Weighing the advantages and disadvantages, we prefer token replication as the 
first line of defense against server crashes. However, we encountered enough double 
server crashes in Echo to convince us that token recovery would have been useful 
as a second line of defense. It would have considerably reduced the disruption to 
users in these cases. 12 

6.3 Security 

As mentioned in Section 1 , Echo servers do not trust Echo clerks. For each operation 
a clerk requests from a server, the clerk must authenticate itself as acting on behalf 
of some user who is authorized to perform the operation. For example, to read 
part of a file into its cache, the clerk has to authenticate itself as acting on behalf 
of some user, and the clerk has to check the file's ACL (access control list) to see 
whether that user has read access to the file. A clerk is able to authenticate itself as 
a particular user if (and only if) that user has logged into the clerk machine. 13 The 
authentication and login protocols Echo uses were developed as part of a separate 
security architecture project and are described in detail in another paper [16]. 

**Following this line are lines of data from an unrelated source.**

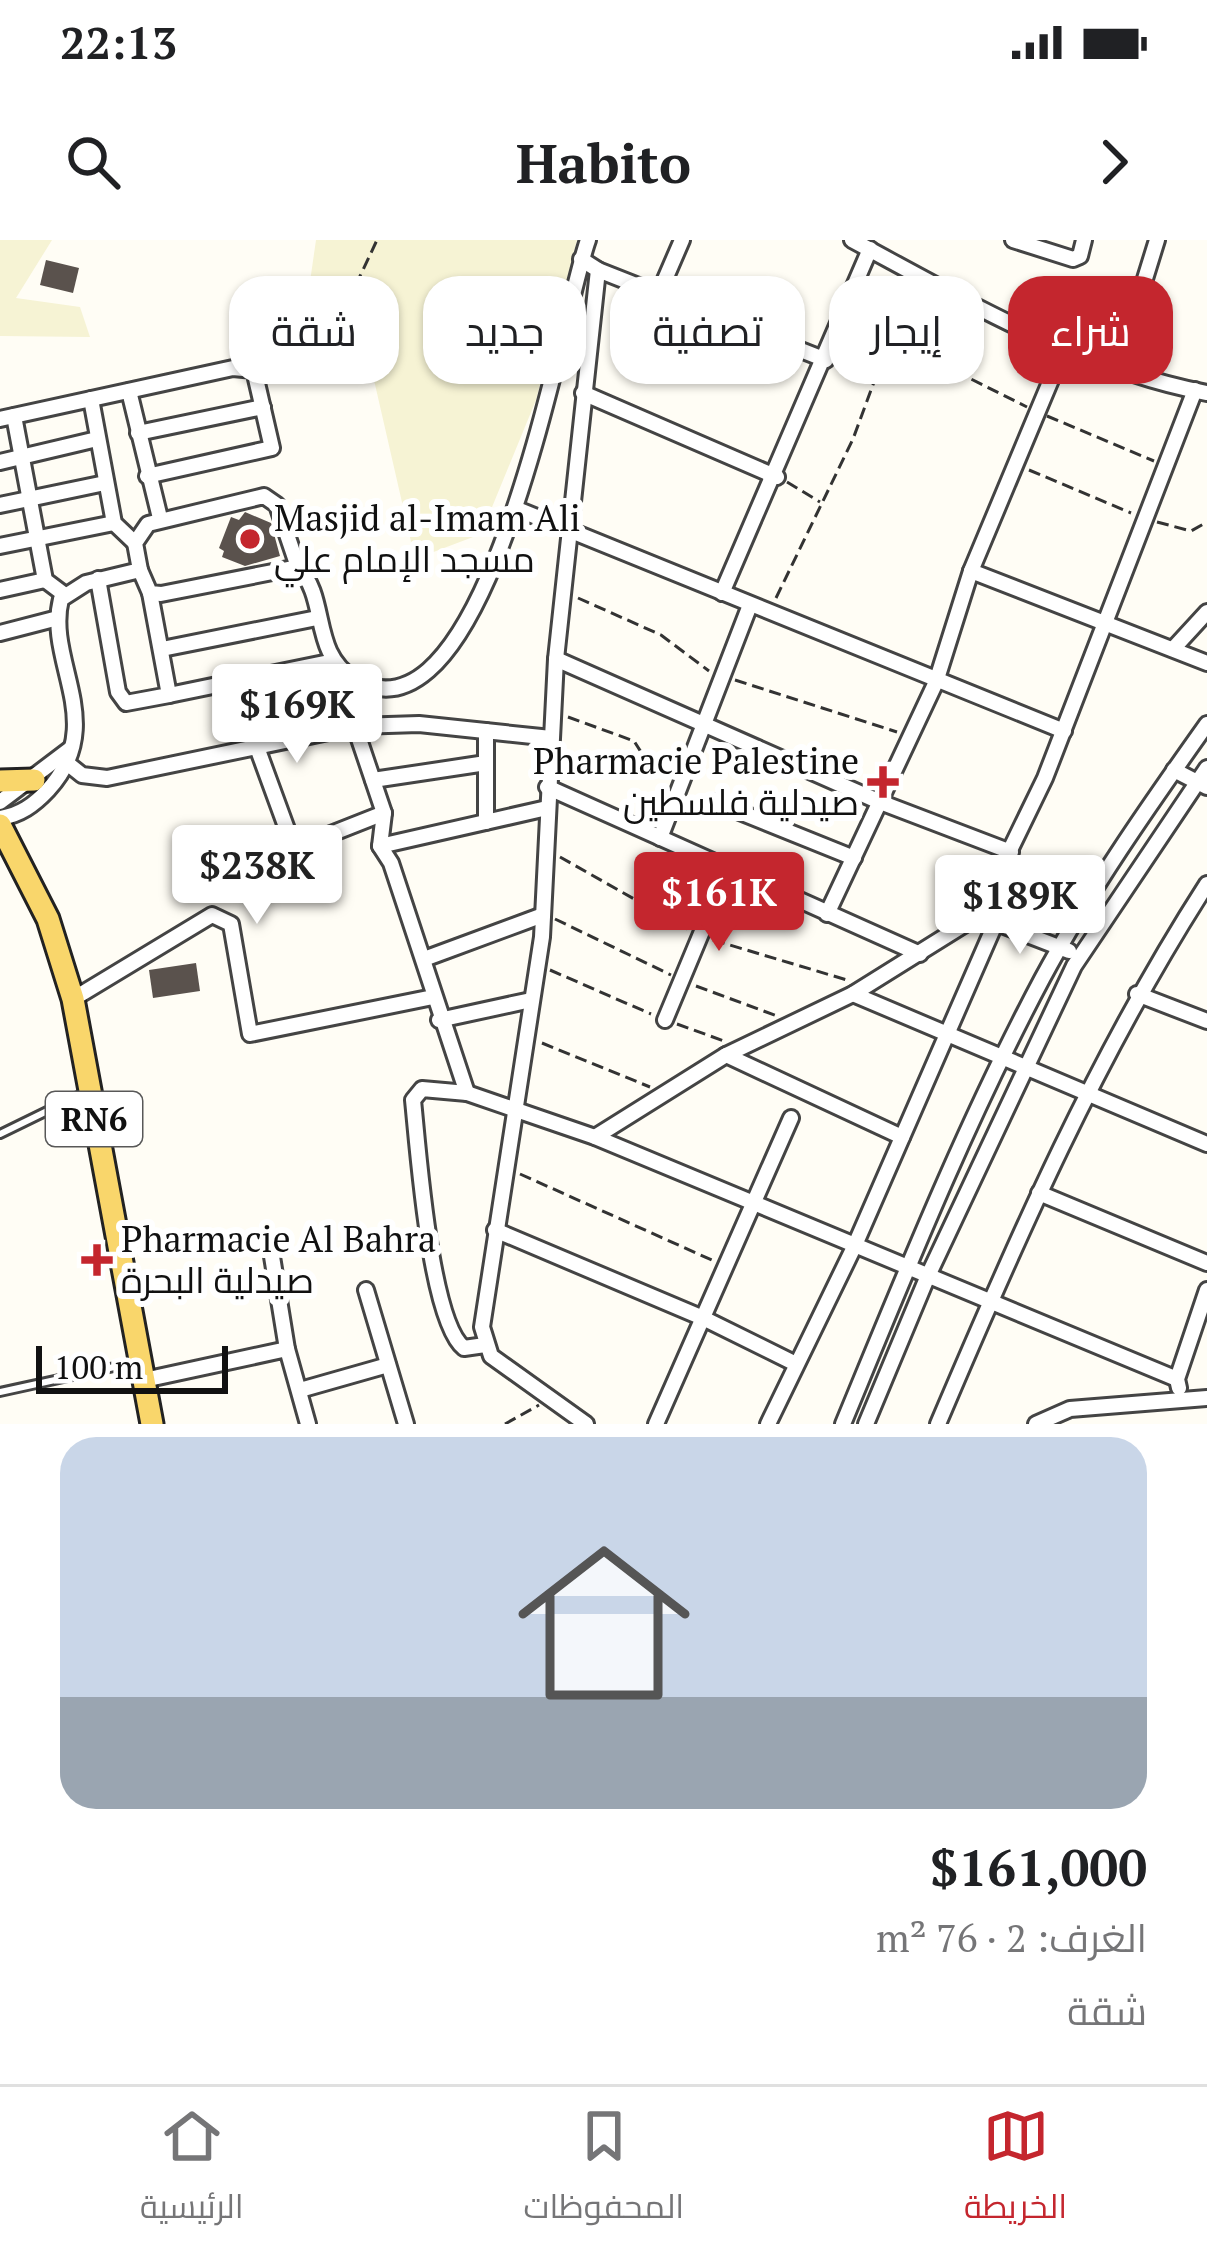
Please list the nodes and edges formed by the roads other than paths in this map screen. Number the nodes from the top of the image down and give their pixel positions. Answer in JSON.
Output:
{"nodes":[{"id":1,"x":588,"y":240,"type":"edge"},
{"id":2,"x":682,"y":240,"type":"edge"},
{"id":3,"x":852,"y":240,"type":"edge"},
{"id":4,"x":1013,"y":240,"type":"edge"},
{"id":5,"x":1084,"y":240,"type":"edge"},
{"id":6,"x":1157,"y":240,"type":"edge"},
{"id":7,"x":1035,"y":245,"type":"edge"},
{"id":8,"x":870,"y":249,"type":"junction"},
{"id":9,"x":581,"y":260,"type":"junction"},
{"id":10,"x":598,"y":270,"type":"junction"},
{"id":11,"x":616,"y":276,"type":"edge"},
{"id":12,"x":666,"y":276,"type":"edge"},
{"id":13,"x":1146,"y":276,"type":"edge"},
{"id":14,"x":1008,"y":317,"type":"edge"},
{"id":15,"x":805,"y":351,"type":"edge"},
{"id":16,"x":826,"y":360,"type":"junction"},
{"id":17,"x":1050,"y":384,"type":"edge"},
{"id":18,"x":129,"y":391,"type":"junction"},
{"id":19,"x":1201,"y":392,"type":"edge"},
{"id":20,"x":583,"y":393,"type":"junction"},
{"id":21,"x":91,"y":399,"type":"junction"},
{"id":22,"x":263,"y":407,"type":"junction"},
{"id":23,"x":7,"y":417,"type":"edge"},
{"id":24,"x":138,"y":433,"type":"junction"},
{"id":25,"x":97,"y":440,"type":"junction"},
{"id":26,"x":22,"y":457,"type":"junction"},
{"id":27,"x":0,"y":462,"type":"edge"},
{"id":28,"x":147,"y":476,"type":"junction"},
{"id":29,"x":777,"y":477,"type":"junction"},
{"id":30,"x":105,"y":483,"type":"junction"},
{"id":31,"x":30,"y":498,"type":"junction"},
{"id":32,"x":0,"y":505,"type":"edge"},
{"id":33,"x":518,"y":509,"type":"junction"},
{"id":34,"x":160,"y":518,"type":"junction"},
{"id":35,"x":114,"y":523,"type":"junction"},
{"id":36,"x":568,"y":531,"type":"junction"},
{"id":37,"x":37,"y":537,"type":"junction"},
{"id":38,"x":135,"y":543,"type":"junction"},
{"id":39,"x":0,"y":546,"type":"edge"},
{"id":40,"x":298,"y":567,"type":"junction"},
{"id":41,"x":140,"y":570,"type":"junction"},
{"id":42,"x":971,"y":571,"type":"junction"},
{"id":43,"x":45,"y":580,"type":"junction"},
{"id":44,"x":98,"y":580,"type":"junction"},
{"id":45,"x":0,"y":590,"type":"edge"},
{"id":46,"x":150,"y":592,"type":"junction"},
{"id":47,"x":722,"y":593,"type":"junction"},
{"id":48,"x":65,"y":595,"type":"junction"},
{"id":49,"x":750,"y":605,"type":"junction"},
{"id":50,"x":1207,"y":612,"type":"edge"},
{"id":51,"x":317,"y":617,"type":"junction"},
{"id":52,"x":58,"y":618,"type":"junction"},
{"id":53,"x":1101,"y":622,"type":"junction"},
{"id":54,"x":0,"y":633,"type":"edge"},
{"id":55,"x":162,"y":649,"type":"junction"},
{"id":56,"x":1173,"y":649,"type":"junction"},
{"id":57,"x":556,"y":659,"type":"junction"},
{"id":58,"x":334,"y":661,"type":"junction"},
{"id":59,"x":1207,"y":663,"type":"edge"},
{"id":60,"x":936,"y":682,"type":"junction"},
{"id":61,"x":375,"y":685,"type":"junction"},
{"id":62,"x":170,"y":695,"type":"junction"},
{"id":63,"x":704,"y":720,"type":"junction"},
{"id":64,"x":1207,"y":724,"type":"edge"},
{"id":65,"x":357,"y":726,"type":"junction"},
{"id":66,"x":486,"y":731,"type":"junction"},
{"id":67,"x":1064,"y":731,"type":"junction"},
{"id":68,"x":551,"y":738,"type":"junction"},
{"id":69,"x":258,"y":751,"type":"junction"},
{"id":70,"x":68,"y":756,"type":"junction"},
{"id":71,"x":486,"y":763,"type":"junction"},
{"id":72,"x":1207,"y":768,"type":"edge"},
{"id":73,"x":1174,"y":770,"type":"junction"},
{"id":74,"x":34,"y":779,"type":"junction"},
{"id":75,"x":373,"y":780,"type":"junction"},
{"id":76,"x":0,"y":781,"type":"edge"},
{"id":77,"x":1202,"y":785,"type":"edge"},
{"id":78,"x":548,"y":787,"type":"junction"},
{"id":79,"x":0,"y":802,"type":"edge"},
{"id":80,"x":715,"y":802,"type":"dead end"},
{"id":81,"x":880,"y":802,"type":"junction"},
{"id":82,"x":547,"y":808,"type":"junction"},
{"id":83,"x":384,"y":813,"type":"junction"},
{"id":84,"x":0,"y":821,"type":"edge"},
{"id":85,"x":486,"y":822,"type":"junction"},
{"id":86,"x":660,"y":838,"type":"junction"},
{"id":87,"x":380,"y":846,"type":"junction"},
{"id":88,"x":1011,"y":852,"type":"junction"},
{"id":89,"x":854,"y":858,"type":"junction"},
{"id":90,"x":728,"y":869,"type":"junction"},
{"id":91,"x":1204,"y":895,"type":"edge"},
{"id":92,"x":827,"y":914,"type":"junction"},
{"id":93,"x":543,"y":915,"type":"junction"},
{"id":94,"x":978,"y":916,"type":"junction"},
{"id":95,"x":996,"y":922,"type":"junction"},
{"id":96,"x":1060,"y":946,"type":"junction"},
{"id":97,"x":920,"y":954,"type":"junction"},
{"id":98,"x":1079,"y":956,"type":"junction"},
{"id":99,"x":424,"y":959,"type":"junction"},
{"id":100,"x":853,"y":994,"type":"junction"},
{"id":101,"x":1137,"y":994,"type":"junction"},
{"id":102,"x":433,"y":997,"type":"junction"},
{"id":103,"x":73,"y":999,"type":"junction"},
{"id":104,"x":531,"y":1000,"type":"junction"},
{"id":105,"x":439,"y":1020,"type":"junction"},
{"id":106,"x":664,"y":1020,"type":"road end"},
{"id":107,"x":1207,"y":1021,"type":"edge"},
{"id":108,"x":947,"y":1034,"type":"junction"},
{"id":109,"x":726,"y":1055,"type":"junction"},
{"id":110,"x":1004,"y":1059,"type":"junction"},
{"id":111,"x":1025,"y":1068,"type":"junction"},
{"id":112,"x":89,"y":1090,"type":"junction"},
{"id":113,"x":1087,"y":1091,"type":"junction"},
{"id":114,"x":467,"y":1093,"type":"junction"},
{"id":115,"x":513,"y":1107,"type":"junction"},
{"id":116,"x":791,"y":1118,"type":"dead end"},
{"id":117,"x":0,"y":1134,"type":"edge"},
{"id":118,"x":595,"y":1137,"type":"junction"},
{"id":119,"x":902,"y":1137,"type":"junction"},
{"id":120,"x":1207,"y":1144,"type":"edge"},
{"id":121,"x":1039,"y":1193,"type":"junction"},
{"id":122,"x":754,"y":1204,"type":"junction"},
{"id":123,"x":495,"y":1230,"type":"junction"},
{"id":124,"x":269,"y":1238,"type":"dead end"},
{"id":125,"x":855,"y":1245,"type":"junction"},
{"id":126,"x":1207,"y":1263,"type":"edge"},
{"id":127,"x":907,"y":1269,"type":"junction"},
{"id":128,"x":927,"y":1278,"type":"junction"},
{"id":129,"x":366,"y":1290,"type":"dead end"},
{"id":130,"x":1207,"y":1290,"type":"edge"},
{"id":131,"x":989,"y":1303,"type":"junction"},
{"id":132,"x":704,"y":1318,"type":"junction"},
{"id":133,"x":485,"y":1346,"type":"junction"},
{"id":134,"x":287,"y":1348,"type":"junction"},
{"id":135,"x":796,"y":1364,"type":"junction"},
{"id":136,"x":388,"y":1365,"type":"junction"},
{"id":137,"x":142,"y":1371,"type":"junction"},
{"id":138,"x":1177,"y":1379,"type":"junction"},
{"id":139,"x":300,"y":1390,"type":"junction"},
{"id":140,"x":0,"y":1392,"type":"edge"},
{"id":141,"x":1207,"y":1398,"type":"edge"},
{"id":142,"x":1183,"y":1399,"type":"junction"},
{"id":143,"x":152,"y":1424,"type":"edge"},
{"id":144,"x":308,"y":1424,"type":"edge"},
{"id":145,"x":406,"y":1424,"type":"edge"},
{"id":146,"x":586,"y":1424,"type":"edge"},
{"id":147,"x":656,"y":1424,"type":"edge"},
{"id":148,"x":768,"y":1424,"type":"edge"},
{"id":149,"x":843,"y":1424,"type":"edge"},
{"id":150,"x":866,"y":1424,"type":"edge"},
{"id":151,"x":938,"y":1424,"type":"edge"},
{"id":152,"x":1036,"y":1424,"type":"edge"}],
"edges":[{"from":1,"to":9,"type":"street"},
{"from":2,"to":12,"type":"street"},
{"from":3,"to":8,"type":"street"},
{"from":4,"to":7,"type":"street"},
{"from":5,"to":7,"type":"street"},
{"from":6,"to":13,"type":"street"},
{"from":8,"to":14,"type":"street"},
{"from":8,"to":16,"type":"street"},
{"from":9,"to":10,"type":"street"},
{"from":9,"to":33,"type":"street"},
{"from":10,"to":11,"type":"street"},
{"from":10,"to":20,"type":"street"},
{"from":15,"to":16,"type":"street"},
{"from":16,"to":29,"type":"street"},
{"from":17,"to":42,"type":"street"},
{"from":18,"to":21,"type":"street"},
{"from":18,"to":22,"type":"street"},
{"from":18,"to":24,"type":"street"},
{"from":19,"to":53,"type":"street"},
{"from":20,"to":29,"type":"street"},
{"from":20,"to":36,"type":"street"},
{"from":21,"to":23,"type":"street"},
{"from":21,"to":25,"type":"street"},
{"from":22,"to":24,"type":"street"},
{"from":22,"to":28,"type":"street"},
{"from":23,"to":26,"type":"street"},
{"from":24,"to":28,"type":"street"},
{"from":25,"to":26,"type":"street"},
{"from":25,"to":30,"type":"street"},
{"from":26,"to":27,"type":"street"},
{"from":26,"to":31,"type":"street"},
{"from":28,"to":34,"type":"street"},
{"from":29,"to":47,"type":"street"},
{"from":30,"to":31,"type":"street"},
{"from":30,"to":35,"type":"street"},
{"from":31,"to":32,"type":"street"},
{"from":31,"to":37,"type":"street"},
{"from":33,"to":36,"type":"street"},
{"from":33,"to":61,"type":"street"},
{"from":34,"to":38,"type":"street"},
{"from":34,"to":40,"type":"street"},
{"from":35,"to":37,"type":"street"},
{"from":35,"to":38,"type":"street"},
{"from":36,"to":47,"type":"street"},
{"from":36,"to":57,"type":"street"},
{"from":37,"to":39,"type":"street"},
{"from":37,"to":43,"type":"street"},
{"from":38,"to":41,"type":"street"},
{"from":40,"to":46,"type":"street"},
{"from":40,"to":51,"type":"street"},
{"from":41,"to":44,"type":"street"},
{"from":41,"to":46,"type":"street"},
{"from":42,"to":53,"type":"street"},
{"from":42,"to":60,"type":"street"},
{"from":43,"to":45,"type":"street"},
{"from":43,"to":48,"type":"street"},
{"from":44,"to":48,"type":"street"},
{"from":44,"to":62,"type":"street"},
{"from":46,"to":55,"type":"street"},
{"from":47,"to":49,"type":"street"},
{"from":48,"to":52,"type":"street"},
{"from":49,"to":60,"type":"street"},
{"from":49,"to":63,"type":"street"},
{"from":50,"to":56,"type":"street"},
{"from":51,"to":55,"type":"street"},
{"from":51,"to":58,"type":"street"},
{"from":52,"to":54,"type":"street"},
{"from":52,"to":70,"type":"street"},
{"from":53,"to":56,"type":"street"},
{"from":53,"to":67,"type":"street"},
{"from":55,"to":62,"type":"street"},
{"from":56,"to":59,"type":"street"},
{"from":57,"to":63,"type":"street"},
{"from":57,"to":68,"type":"street"},
{"from":58,"to":61,"type":"street"},
{"from":58,"to":62,"type":"street"},
{"from":60,"to":67,"type":"street"},
{"from":60,"to":81,"type":"street"},
{"from":61,"to":65,"type":"street"},
{"from":63,"to":81,"type":"street"},
{"from":63,"to":86,"type":"street"},
{"from":64,"to":73,"type":"street"},
{"from":65,"to":66,"type":"street"},
{"from":65,"to":69,"type":"street"},
{"from":65,"to":75,"type":"street"},
{"from":66,"to":68,"type":"street"},
{"from":66,"to":71,"type":"street"},
{"from":67,"to":88,"type":"street"},
{"from":68,"to":78,"type":"street"},
{"from":69,"to":70,"type":"street"},
{"from":69,"to":83,"type":"street"},
{"from":70,"to":74,"type":"street"},
{"from":70,"to":84,"type":"street"},
{"from":71,"to":75,"type":"street"},
{"from":71,"to":85,"type":"street"},
{"from":72,"to":77,"type":"street"},
{"from":73,"to":77,"type":"street"},
{"from":73,"to":96,"type":"street"},
{"from":74,"to":76,"type":"main road"},
{"from":74,"to":79,"type":"street"},
{"from":75,"to":83,"type":"street"},
{"from":77,"to":98,"type":"street"},
{"from":78,"to":82,"type":"street"},
{"from":78,"to":86,"type":"street"},
{"from":80,"to":89,"type":"street"},
{"from":81,"to":88,"type":"street"},
{"from":81,"to":89,"type":"street"},
{"from":82,"to":85,"type":"street"},
{"from":82,"to":93,"type":"street"},
{"from":83,"to":87,"type":"street"},
{"from":84,"to":103,"type":"main road","number":"RN6"},
{"from":85,"to":87,"type":"street"},
{"from":86,"to":90,"type":"street"},
{"from":87,"to":99,"type":"street"},
{"from":88,"to":94,"type":"street"},
{"from":89,"to":92,"type":"street"},
{"from":90,"to":92,"type":"street"},
{"from":90,"to":106,"type":"street"},
{"from":91,"to":101,"type":"street"},
{"from":92,"to":97,"type":"street"},
{"from":93,"to":99,"type":"street"},
{"from":93,"to":104,"type":"street"},
{"from":94,"to":95,"type":"street"},
{"from":94,"to":97,"type":"street"},
{"from":95,"to":96,"type":"street"},
{"from":95,"to":108,"type":"street"},
{"from":96,"to":98,"type":"street"},
{"from":96,"to":110,"type":"street"},
{"from":97,"to":100,"type":"street"},
{"from":98,"to":111,"type":"street"},
{"from":99,"to":102,"type":"street"},
{"from":100,"to":108,"type":"street"},
{"from":100,"to":109,"type":"street"},
{"from":101,"to":107,"type":"street"},
{"from":101,"to":113,"type":"street"},
{"from":102,"to":103,"type":"street"},
{"from":102,"to":105,"type":"street"},
{"from":103,"to":112,"type":"main road","number":"RN6"},
{"from":104,"to":105,"type":"street"},
{"from":104,"to":115,"type":"street"},
{"from":105,"to":114,"type":"street"},
{"from":108,"to":110,"type":"street"},
{"from":108,"to":119,"type":"street"},
{"from":109,"to":118,"type":"street"},
{"from":109,"to":119,"type":"street"},
{"from":110,"to":111,"type":"street"},
{"from":110,"to":127,"type":"street"},
{"from":111,"to":113,"type":"street"},
{"from":111,"to":128,"type":"street"},
{"from":112,"to":117,"type":"lane"},
{"from":112,"to":137,"type":"main road","number":"RN6"},
{"from":113,"to":120,"type":"street"},
{"from":113,"to":121,"type":"street"},
{"from":114,"to":115,"type":"street"},
{"from":114,"to":133,"type":"street"},
{"from":115,"to":118,"type":"street"},
{"from":115,"to":123,"type":"street"},
{"from":116,"to":122,"type":"street"},
{"from":118,"to":122,"type":"street"},
{"from":119,"to":125,"type":"street"},
{"from":121,"to":126,"type":"street"},
{"from":121,"to":131,"type":"street"},
{"from":122,"to":125,"type":"street"},
{"from":122,"to":132,"type":"street"},
{"from":123,"to":132,"type":"street"},
{"from":123,"to":133,"type":"street"},
{"from":124,"to":134,"type":"street"},
{"from":125,"to":127,"type":"street"},
{"from":125,"to":135,"type":"street"},
{"from":127,"to":128,"type":"street"},
{"from":127,"to":149,"type":"street"},
{"from":128,"to":131,"type":"street"},
{"from":128,"to":150,"type":"street"},
{"from":129,"to":136,"type":"street"},
{"from":130,"to":138,"type":"street"},
{"from":131,"to":138,"type":"street"},
{"from":131,"to":151,"type":"street"},
{"from":132,"to":135,"type":"street"},
{"from":132,"to":147,"type":"street"},
{"from":133,"to":146,"type":"street"},
{"from":134,"to":137,"type":"street"},
{"from":134,"to":139,"type":"street"},
{"from":135,"to":148,"type":"street"},
{"from":136,"to":139,"type":"street"},
{"from":136,"to":145,"type":"street"},
{"from":137,"to":140,"type":"lane"},
{"from":137,"to":143,"type":"main road","number":"RN6"},
{"from":138,"to":142,"type":"street"},
{"from":139,"to":144,"type":"street"},
{"from":141,"to":142,"type":"street"},
{"from":142,"to":152,"type":"street"}]}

We use two kinds of caching to make access control decisions fast. First, there 
is caching within the authentication protocol implementation, so that most remote 
procedure calls are authenticated with no extra packets or cryptographic overhead. 
Authentication caching is beyond the scope of this paper. Second, we extended the 
Echo token mechanism to provide caching for ACL checks. We extended the set of 
tokens so that there is a separate token for each kind of access permission a clerk 
may have on a file or directory. Thus the server needs to do ACL checking only on 
token acquisition requests. On actual read or write requests, the server checks only 
that the clerk has the appropriate tokens, which is considerably faster (and which 

l2 Perhaps the Sprite research group has reached a similar conclusion; Sprite has recently been 
modified to replicate tokens in a segment of the server's own memory that is usually preserved across 
reboots, recovering tokens from clients only when this memory is lost [2]. 

13 Thus a user who logs into a machine obviously must trust its clerk, since the clerk is able to 
request any operation it pleases on behalf of the user. Because the clerk is part of the machine's 
operating system, it seems reasonable to require this kind of trust.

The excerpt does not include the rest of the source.